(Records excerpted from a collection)
....

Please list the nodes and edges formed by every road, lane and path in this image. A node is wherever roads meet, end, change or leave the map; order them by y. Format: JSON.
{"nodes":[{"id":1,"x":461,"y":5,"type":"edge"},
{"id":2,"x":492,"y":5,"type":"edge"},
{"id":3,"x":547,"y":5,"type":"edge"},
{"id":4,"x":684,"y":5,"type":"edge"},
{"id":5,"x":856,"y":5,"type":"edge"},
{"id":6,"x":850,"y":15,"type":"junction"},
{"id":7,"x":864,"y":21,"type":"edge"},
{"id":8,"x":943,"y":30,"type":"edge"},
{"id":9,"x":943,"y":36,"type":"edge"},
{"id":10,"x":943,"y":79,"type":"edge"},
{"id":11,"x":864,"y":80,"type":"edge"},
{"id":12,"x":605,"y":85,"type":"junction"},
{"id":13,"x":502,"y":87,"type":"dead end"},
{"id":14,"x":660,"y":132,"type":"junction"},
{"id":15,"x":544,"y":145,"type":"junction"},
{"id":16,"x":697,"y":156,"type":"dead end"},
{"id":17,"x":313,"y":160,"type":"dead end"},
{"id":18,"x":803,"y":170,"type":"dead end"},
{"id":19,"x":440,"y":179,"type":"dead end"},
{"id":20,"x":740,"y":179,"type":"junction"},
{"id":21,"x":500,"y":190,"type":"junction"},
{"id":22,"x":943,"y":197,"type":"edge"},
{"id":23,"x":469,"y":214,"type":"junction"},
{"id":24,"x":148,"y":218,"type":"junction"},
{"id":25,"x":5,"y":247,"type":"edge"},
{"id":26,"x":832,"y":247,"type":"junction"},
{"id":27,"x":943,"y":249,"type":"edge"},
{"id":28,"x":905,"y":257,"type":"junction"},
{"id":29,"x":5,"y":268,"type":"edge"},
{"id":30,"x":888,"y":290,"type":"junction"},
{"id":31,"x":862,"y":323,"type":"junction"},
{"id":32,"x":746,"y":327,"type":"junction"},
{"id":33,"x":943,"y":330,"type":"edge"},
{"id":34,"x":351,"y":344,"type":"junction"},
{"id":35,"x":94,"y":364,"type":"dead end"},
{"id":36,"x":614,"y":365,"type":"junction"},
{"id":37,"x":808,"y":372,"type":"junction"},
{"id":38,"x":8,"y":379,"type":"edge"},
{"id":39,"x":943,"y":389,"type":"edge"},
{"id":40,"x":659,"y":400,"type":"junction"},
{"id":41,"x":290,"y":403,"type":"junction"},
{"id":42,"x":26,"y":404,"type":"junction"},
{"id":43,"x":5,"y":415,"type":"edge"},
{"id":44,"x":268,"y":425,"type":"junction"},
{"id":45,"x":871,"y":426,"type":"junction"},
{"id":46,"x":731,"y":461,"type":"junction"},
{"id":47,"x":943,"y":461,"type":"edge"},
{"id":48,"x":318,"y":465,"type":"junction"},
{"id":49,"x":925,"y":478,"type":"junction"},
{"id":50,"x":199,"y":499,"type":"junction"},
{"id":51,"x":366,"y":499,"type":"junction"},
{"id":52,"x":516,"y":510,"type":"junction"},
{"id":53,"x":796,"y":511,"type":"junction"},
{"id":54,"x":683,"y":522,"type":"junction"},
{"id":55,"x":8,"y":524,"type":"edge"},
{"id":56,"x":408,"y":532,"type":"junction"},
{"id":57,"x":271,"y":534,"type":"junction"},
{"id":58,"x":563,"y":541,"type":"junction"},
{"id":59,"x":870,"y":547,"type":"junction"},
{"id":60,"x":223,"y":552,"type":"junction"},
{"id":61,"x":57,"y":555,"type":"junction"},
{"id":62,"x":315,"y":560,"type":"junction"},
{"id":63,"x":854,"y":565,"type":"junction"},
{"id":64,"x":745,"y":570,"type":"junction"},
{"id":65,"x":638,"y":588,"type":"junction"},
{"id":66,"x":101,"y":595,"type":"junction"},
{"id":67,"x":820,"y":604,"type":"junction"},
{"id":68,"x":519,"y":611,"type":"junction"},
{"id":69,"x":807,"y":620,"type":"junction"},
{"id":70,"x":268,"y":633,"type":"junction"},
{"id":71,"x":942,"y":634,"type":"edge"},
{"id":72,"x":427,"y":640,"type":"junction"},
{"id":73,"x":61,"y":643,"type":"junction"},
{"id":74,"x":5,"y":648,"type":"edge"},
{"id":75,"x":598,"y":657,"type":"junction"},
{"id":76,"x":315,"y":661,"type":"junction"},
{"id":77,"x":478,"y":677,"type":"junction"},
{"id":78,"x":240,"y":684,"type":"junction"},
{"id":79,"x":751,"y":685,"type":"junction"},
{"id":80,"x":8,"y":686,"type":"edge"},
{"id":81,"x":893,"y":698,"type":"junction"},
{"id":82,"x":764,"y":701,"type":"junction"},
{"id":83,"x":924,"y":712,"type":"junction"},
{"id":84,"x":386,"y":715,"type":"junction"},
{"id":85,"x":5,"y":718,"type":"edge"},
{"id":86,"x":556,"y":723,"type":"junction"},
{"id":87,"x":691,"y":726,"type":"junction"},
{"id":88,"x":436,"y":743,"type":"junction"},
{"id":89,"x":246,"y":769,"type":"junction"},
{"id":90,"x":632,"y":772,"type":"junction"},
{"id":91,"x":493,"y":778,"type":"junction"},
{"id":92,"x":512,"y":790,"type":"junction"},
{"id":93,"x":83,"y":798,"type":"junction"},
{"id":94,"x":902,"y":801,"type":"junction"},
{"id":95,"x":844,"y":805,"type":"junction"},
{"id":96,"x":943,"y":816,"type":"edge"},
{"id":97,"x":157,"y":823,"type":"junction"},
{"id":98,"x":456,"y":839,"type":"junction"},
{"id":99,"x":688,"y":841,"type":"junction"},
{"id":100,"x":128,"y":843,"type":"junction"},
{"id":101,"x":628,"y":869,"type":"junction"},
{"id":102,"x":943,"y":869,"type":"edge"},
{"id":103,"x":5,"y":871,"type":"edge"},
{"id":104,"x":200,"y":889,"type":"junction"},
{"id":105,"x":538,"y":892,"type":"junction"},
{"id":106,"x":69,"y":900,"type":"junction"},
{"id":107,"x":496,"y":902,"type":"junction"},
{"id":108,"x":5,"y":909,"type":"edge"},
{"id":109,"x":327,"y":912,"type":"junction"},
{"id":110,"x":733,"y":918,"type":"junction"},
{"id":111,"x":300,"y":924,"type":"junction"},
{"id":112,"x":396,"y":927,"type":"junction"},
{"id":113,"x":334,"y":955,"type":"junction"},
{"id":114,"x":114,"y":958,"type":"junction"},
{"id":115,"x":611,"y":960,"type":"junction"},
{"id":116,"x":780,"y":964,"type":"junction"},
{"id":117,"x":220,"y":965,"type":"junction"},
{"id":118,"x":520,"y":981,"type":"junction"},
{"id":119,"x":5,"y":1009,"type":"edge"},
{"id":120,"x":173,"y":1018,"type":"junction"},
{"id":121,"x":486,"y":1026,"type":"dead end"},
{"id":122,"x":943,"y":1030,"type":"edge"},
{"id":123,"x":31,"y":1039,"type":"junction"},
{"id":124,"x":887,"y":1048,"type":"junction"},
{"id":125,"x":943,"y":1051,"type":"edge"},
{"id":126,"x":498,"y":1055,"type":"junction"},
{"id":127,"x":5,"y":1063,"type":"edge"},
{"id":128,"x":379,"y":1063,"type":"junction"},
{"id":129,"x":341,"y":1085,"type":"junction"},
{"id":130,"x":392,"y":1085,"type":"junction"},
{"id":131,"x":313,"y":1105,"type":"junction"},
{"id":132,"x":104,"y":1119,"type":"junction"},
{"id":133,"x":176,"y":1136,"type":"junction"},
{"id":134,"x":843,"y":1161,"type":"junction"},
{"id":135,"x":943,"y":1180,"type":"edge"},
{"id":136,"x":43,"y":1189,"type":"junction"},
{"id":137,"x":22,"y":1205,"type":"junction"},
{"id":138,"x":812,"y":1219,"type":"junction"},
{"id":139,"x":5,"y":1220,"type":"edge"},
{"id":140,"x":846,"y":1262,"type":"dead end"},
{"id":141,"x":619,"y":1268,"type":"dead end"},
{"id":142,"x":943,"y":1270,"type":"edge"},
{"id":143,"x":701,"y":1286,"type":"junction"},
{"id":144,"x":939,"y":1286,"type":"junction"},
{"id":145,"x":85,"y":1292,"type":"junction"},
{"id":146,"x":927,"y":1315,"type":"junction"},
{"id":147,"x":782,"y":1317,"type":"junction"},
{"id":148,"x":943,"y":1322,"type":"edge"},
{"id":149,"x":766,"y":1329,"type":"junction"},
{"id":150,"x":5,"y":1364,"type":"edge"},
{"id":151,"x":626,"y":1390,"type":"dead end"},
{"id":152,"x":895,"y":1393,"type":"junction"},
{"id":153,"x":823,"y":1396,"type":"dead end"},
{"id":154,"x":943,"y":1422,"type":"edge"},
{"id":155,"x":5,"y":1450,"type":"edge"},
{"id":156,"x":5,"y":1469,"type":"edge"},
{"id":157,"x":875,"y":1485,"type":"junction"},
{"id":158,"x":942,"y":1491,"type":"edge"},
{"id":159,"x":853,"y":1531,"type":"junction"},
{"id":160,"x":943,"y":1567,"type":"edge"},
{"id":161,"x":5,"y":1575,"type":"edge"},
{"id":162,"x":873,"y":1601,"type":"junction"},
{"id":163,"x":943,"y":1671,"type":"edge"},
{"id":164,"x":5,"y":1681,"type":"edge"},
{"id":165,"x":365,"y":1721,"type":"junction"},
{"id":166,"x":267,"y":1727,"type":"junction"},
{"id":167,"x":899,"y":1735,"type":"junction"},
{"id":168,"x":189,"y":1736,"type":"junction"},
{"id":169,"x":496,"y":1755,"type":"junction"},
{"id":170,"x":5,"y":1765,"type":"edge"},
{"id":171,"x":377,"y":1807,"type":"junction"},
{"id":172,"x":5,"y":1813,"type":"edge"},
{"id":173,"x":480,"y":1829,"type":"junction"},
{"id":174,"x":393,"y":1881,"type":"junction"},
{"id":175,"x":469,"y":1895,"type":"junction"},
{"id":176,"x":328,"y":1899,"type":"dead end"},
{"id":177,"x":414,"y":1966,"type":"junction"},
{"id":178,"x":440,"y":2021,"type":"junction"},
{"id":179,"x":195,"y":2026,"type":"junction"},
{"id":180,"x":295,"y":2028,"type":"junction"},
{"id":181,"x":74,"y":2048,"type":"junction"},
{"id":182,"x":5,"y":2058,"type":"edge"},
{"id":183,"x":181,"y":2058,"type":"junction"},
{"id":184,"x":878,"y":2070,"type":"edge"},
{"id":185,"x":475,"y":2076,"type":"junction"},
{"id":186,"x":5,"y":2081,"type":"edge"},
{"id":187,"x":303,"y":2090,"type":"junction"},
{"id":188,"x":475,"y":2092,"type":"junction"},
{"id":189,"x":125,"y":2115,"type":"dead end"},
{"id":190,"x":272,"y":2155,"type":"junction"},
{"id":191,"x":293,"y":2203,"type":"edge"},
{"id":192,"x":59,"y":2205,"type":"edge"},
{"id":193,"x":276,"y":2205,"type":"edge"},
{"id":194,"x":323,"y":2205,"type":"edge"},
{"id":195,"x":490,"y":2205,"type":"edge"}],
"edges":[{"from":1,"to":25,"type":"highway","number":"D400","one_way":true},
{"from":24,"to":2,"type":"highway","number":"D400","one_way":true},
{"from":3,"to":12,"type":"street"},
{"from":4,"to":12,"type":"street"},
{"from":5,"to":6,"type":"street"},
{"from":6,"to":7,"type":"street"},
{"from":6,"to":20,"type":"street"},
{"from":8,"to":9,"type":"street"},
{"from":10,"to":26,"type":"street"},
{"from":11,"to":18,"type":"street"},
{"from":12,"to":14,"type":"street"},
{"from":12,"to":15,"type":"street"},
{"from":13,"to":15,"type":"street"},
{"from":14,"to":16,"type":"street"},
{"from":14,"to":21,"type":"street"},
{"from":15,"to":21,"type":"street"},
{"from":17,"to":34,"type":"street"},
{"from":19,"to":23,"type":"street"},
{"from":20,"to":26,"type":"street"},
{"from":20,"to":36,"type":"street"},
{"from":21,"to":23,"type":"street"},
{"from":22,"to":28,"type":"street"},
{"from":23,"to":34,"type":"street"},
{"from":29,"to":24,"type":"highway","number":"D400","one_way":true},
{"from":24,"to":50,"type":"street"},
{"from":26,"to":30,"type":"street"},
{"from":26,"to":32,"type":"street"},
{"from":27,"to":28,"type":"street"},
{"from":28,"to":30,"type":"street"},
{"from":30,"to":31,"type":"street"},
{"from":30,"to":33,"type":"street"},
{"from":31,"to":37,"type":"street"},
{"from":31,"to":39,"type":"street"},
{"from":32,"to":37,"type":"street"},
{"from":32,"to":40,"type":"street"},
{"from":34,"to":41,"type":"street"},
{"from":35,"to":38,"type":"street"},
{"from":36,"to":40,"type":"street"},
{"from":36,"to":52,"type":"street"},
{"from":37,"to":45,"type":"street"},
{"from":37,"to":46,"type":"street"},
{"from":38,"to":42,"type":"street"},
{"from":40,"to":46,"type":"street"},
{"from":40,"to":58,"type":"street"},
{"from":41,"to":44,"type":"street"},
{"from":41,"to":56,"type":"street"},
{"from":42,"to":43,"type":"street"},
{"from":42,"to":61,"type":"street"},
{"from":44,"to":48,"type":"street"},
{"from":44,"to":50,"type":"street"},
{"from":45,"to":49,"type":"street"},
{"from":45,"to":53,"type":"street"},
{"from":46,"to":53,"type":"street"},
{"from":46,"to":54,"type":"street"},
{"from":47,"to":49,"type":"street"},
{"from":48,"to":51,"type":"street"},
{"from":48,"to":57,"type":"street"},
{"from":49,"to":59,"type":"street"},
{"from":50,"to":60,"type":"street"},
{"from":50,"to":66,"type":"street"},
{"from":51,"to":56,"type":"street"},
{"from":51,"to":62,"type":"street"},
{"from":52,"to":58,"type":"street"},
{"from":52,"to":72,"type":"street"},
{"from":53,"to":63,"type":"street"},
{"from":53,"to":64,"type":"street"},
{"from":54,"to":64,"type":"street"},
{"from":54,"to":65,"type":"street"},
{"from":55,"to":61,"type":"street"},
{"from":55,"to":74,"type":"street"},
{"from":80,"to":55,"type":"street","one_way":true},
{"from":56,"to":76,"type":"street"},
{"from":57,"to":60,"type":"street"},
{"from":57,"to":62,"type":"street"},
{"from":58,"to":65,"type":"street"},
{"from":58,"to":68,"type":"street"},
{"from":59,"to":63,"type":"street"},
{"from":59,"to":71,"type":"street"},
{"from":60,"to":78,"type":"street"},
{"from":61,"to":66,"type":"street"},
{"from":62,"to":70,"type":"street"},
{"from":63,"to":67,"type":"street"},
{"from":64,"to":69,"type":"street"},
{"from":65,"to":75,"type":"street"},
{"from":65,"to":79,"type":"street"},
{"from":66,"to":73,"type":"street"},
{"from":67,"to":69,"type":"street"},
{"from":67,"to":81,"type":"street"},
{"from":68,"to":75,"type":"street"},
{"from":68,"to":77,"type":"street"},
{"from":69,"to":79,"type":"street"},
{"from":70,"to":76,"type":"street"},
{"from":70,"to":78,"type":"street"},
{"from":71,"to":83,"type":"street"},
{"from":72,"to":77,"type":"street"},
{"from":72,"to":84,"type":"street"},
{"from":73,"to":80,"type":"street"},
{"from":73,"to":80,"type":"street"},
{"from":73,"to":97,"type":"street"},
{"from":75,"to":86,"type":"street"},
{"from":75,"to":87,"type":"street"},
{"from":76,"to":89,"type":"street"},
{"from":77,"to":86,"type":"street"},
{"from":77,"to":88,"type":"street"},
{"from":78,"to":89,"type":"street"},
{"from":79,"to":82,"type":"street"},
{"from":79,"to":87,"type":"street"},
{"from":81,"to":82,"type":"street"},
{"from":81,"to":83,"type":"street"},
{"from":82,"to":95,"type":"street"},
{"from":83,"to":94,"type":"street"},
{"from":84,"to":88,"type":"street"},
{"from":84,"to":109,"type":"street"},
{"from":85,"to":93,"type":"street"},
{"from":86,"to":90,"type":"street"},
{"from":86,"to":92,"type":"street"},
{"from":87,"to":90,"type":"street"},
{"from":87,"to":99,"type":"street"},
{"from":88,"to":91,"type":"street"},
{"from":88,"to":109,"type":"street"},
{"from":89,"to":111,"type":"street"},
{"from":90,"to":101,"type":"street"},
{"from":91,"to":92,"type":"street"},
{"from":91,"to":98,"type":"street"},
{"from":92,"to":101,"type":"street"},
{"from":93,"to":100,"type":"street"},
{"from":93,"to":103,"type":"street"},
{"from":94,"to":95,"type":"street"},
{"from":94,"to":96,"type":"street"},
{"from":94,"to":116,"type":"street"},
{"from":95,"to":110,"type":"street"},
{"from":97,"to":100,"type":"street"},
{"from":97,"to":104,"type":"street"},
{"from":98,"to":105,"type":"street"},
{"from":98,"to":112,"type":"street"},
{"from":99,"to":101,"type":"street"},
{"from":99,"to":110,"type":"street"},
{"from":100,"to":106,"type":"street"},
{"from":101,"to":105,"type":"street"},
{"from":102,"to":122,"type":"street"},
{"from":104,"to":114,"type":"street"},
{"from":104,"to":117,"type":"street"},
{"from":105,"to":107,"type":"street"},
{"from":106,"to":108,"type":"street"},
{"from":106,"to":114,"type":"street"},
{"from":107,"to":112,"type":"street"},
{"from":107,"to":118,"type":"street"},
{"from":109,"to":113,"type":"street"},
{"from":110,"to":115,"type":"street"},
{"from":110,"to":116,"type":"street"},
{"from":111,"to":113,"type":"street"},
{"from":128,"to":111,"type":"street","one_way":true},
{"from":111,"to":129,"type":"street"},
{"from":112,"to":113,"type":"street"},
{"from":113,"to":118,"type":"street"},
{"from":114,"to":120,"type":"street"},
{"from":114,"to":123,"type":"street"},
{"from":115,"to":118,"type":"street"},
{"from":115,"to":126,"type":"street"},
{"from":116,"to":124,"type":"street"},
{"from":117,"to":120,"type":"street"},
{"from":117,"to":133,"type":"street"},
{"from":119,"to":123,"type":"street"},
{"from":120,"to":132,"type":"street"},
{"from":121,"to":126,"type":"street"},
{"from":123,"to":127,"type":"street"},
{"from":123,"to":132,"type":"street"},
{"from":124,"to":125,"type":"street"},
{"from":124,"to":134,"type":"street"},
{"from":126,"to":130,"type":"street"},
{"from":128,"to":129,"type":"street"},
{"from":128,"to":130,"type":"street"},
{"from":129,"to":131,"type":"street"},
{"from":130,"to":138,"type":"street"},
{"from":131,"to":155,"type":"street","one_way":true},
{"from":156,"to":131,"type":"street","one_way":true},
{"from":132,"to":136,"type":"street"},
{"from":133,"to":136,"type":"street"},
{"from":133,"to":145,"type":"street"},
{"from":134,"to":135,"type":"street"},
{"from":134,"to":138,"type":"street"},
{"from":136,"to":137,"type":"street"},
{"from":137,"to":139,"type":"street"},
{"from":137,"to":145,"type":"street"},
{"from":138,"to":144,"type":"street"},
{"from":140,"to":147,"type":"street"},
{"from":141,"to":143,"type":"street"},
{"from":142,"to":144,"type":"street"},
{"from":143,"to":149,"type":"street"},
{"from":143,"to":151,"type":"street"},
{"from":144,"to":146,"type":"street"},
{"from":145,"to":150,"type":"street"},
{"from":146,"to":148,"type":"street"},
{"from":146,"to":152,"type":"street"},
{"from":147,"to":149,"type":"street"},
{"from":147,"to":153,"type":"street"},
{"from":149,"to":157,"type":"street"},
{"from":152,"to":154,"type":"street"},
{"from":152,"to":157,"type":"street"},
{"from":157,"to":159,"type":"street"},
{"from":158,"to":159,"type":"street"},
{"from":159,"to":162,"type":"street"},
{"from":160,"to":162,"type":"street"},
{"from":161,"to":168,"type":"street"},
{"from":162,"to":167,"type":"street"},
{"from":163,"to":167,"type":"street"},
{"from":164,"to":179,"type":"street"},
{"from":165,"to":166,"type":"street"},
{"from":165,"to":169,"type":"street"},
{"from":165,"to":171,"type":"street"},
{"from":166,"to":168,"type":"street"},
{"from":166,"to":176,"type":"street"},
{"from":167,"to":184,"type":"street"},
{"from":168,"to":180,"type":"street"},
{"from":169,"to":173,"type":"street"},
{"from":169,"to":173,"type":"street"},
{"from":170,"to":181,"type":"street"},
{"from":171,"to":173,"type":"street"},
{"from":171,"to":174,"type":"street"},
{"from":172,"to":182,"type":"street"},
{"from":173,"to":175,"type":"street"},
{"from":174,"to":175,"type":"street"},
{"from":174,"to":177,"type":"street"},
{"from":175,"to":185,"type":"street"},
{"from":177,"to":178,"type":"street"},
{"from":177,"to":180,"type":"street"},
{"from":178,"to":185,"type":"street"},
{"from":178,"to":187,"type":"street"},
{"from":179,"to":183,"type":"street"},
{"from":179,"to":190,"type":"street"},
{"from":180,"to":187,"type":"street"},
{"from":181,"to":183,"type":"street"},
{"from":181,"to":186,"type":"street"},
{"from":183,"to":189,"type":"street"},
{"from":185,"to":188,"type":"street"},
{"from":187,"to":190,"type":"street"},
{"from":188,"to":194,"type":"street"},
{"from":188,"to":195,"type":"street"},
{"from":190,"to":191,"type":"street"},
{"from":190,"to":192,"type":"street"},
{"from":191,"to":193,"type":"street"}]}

....

ACTION ITEM
Look through the data and show every line containing "nodes".

EXERCISE OUTPUT
Please list the nodes and edges formed by every road, lane and path in this image. A node is wherever roads meet, end, change or leave the map; order them by y. Format: JSON.
{"nodes":[{"id":1,"x":461,"y":5,"type":"edge"},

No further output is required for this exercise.